**SUPPLIED ENTRIES:**
----------

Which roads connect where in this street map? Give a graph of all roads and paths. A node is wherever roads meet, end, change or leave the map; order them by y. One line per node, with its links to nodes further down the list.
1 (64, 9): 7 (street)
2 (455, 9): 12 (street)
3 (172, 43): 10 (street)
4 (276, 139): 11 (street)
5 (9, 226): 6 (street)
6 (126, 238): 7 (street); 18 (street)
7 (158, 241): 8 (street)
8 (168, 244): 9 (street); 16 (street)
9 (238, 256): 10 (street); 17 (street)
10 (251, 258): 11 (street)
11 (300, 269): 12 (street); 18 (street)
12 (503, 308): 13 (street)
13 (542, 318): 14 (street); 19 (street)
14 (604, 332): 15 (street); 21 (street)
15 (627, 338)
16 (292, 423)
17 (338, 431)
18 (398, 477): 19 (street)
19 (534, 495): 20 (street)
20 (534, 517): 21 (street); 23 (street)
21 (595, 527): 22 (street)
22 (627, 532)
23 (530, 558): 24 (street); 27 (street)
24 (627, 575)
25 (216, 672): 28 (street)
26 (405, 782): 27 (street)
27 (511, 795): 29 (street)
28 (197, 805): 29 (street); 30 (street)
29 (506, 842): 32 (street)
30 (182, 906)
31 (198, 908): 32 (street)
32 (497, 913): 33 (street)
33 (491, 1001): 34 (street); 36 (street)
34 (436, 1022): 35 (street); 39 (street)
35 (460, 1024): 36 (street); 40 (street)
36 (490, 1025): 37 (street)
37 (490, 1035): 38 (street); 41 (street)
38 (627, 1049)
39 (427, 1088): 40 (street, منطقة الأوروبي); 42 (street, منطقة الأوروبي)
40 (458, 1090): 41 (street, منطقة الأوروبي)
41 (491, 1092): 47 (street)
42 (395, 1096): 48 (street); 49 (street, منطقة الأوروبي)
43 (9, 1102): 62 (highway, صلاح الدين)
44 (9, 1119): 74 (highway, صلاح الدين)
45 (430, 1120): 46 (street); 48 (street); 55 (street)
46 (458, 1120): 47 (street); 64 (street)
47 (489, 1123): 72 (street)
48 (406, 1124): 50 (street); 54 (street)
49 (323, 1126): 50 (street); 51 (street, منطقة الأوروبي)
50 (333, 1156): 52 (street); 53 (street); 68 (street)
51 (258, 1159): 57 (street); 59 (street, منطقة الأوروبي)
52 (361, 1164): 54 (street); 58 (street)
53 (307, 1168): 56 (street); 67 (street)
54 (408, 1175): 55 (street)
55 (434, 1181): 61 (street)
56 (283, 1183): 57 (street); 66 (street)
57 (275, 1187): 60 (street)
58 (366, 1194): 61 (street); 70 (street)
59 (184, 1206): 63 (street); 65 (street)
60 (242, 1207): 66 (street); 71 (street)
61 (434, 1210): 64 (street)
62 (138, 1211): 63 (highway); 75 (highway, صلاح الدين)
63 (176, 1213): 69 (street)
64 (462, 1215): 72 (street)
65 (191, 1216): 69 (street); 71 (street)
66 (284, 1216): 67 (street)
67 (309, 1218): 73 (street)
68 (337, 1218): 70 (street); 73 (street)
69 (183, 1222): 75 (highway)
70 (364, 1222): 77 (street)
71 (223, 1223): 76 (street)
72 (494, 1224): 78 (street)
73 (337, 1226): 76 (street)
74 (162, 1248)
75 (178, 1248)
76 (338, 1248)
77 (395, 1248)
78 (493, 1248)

----------

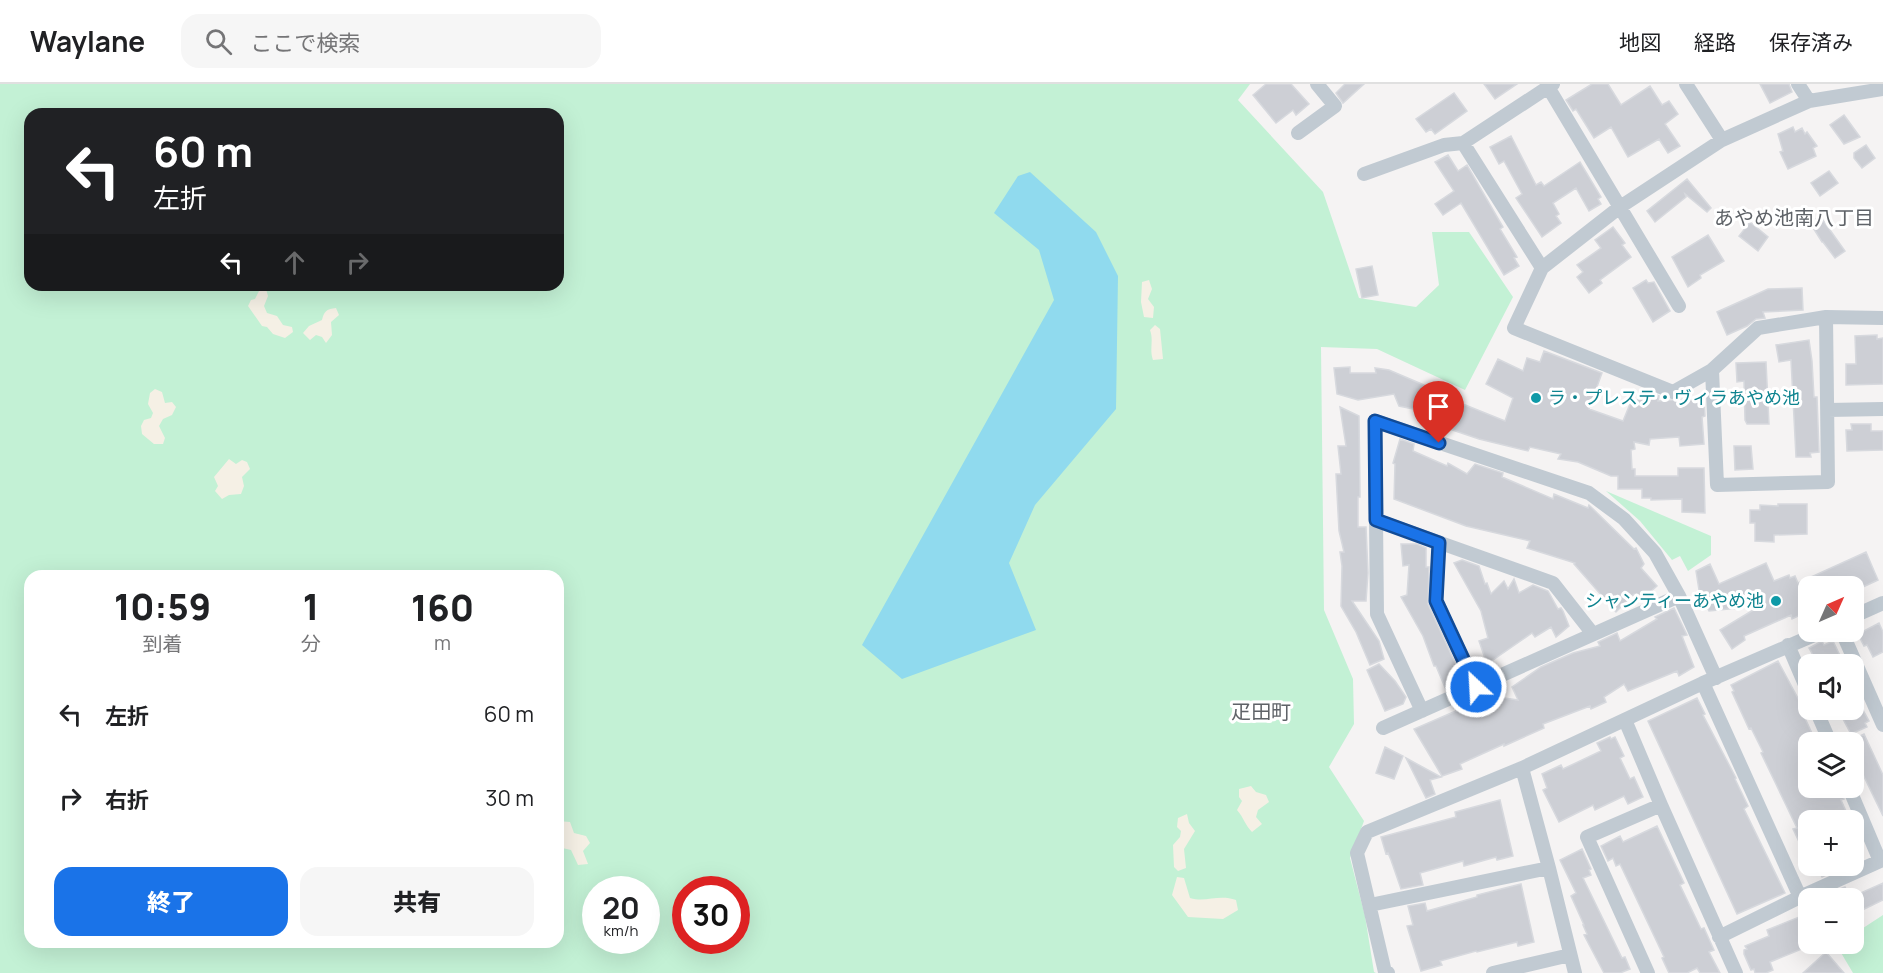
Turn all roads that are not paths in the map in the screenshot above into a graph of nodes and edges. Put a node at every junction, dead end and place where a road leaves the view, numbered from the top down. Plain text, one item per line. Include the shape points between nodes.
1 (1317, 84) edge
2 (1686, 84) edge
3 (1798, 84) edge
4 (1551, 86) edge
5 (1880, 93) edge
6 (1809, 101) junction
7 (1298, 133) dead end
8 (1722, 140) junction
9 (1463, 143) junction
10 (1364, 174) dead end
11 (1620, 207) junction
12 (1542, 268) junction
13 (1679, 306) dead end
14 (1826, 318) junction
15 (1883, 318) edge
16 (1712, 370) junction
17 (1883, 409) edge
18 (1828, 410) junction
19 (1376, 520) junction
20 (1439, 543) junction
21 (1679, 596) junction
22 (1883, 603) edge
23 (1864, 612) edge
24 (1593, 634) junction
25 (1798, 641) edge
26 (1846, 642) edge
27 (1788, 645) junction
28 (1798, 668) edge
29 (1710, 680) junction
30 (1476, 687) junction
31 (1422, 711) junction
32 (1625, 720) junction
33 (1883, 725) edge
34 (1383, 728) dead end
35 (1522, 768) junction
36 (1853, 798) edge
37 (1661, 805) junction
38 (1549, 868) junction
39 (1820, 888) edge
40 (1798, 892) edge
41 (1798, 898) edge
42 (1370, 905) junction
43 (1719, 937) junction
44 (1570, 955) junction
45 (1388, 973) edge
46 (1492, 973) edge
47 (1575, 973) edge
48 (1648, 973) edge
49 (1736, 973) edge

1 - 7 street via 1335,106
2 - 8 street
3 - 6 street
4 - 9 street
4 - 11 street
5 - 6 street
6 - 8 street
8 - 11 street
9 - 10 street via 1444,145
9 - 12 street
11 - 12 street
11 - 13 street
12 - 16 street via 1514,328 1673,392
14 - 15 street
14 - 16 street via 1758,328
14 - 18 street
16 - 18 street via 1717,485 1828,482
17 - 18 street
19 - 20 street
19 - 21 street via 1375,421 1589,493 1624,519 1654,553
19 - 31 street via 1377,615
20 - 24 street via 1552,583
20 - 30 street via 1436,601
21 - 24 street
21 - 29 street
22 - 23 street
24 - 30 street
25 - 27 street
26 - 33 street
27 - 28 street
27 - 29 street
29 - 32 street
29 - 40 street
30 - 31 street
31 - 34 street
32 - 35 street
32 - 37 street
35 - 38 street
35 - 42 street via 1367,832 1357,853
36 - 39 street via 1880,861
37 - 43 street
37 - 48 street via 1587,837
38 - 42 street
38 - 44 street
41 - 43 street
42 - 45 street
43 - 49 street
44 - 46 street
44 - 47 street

----------

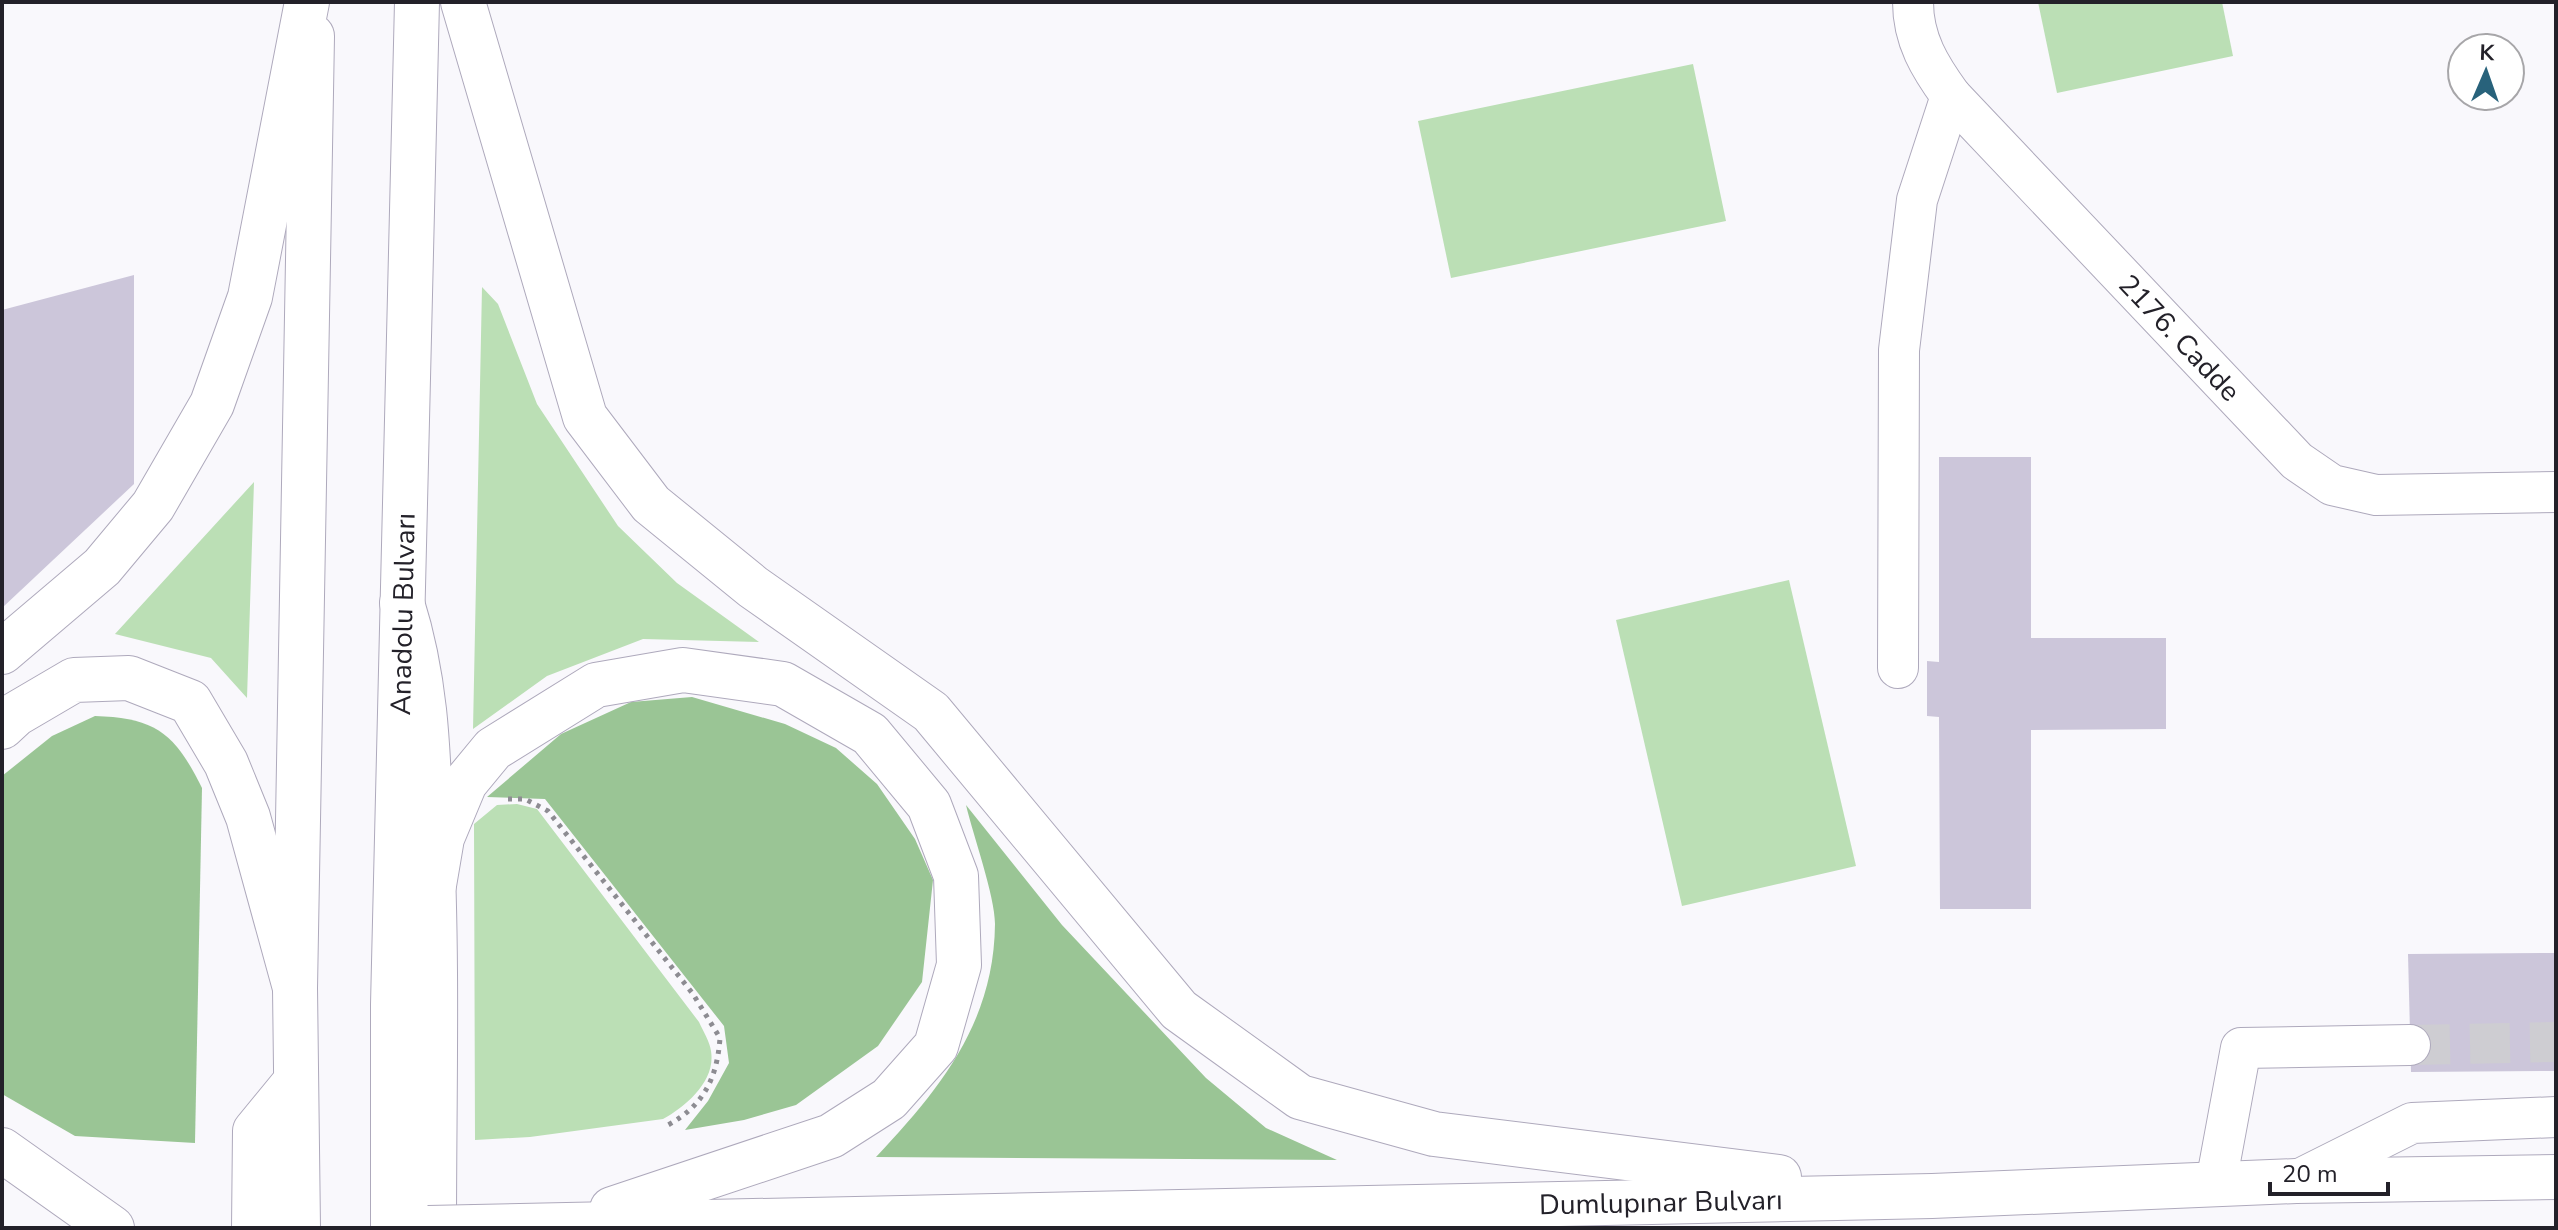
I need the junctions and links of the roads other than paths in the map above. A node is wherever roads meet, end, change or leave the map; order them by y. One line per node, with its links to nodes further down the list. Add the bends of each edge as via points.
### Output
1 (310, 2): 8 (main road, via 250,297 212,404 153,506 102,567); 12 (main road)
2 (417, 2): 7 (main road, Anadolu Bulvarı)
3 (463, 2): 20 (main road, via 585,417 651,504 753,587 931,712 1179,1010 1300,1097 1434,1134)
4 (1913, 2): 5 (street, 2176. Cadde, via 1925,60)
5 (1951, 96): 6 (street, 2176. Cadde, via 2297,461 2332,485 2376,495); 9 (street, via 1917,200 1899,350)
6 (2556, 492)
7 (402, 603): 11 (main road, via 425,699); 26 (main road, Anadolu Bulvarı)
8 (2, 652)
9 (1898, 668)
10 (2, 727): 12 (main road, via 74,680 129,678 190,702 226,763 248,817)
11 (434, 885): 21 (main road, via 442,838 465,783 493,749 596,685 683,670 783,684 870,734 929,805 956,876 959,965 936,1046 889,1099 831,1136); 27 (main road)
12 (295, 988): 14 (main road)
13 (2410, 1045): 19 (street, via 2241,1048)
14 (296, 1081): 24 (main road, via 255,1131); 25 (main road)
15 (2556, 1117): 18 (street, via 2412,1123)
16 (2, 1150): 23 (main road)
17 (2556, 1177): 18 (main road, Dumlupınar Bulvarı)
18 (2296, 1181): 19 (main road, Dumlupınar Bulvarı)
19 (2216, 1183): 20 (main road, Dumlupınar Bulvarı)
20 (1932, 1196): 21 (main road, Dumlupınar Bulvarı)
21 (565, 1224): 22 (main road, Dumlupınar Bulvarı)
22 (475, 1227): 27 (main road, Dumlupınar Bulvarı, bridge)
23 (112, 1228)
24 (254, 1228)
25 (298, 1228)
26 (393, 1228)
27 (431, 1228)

----------

**EXERCISE DESCRIPTION:**
Whenever a line of the data holds the string "الأوروبي", pick that line out.

**YOUR RESPONSE:**
39 (427, 1088): 40 (street, منطقة الأوروبي); 42 (street, منطقة الأوروبي)
40 (458, 1090): 41 (street, منطقة الأوروبي)
42 (395, 1096): 48 (street); 49 (street, منطقة الأوروبي)
49 (323, 1126): 50 (street); 51 (street, منطقة الأوروبي)
51 (258, 1159): 57 (street); 59 (street, منطقة الأوروبي)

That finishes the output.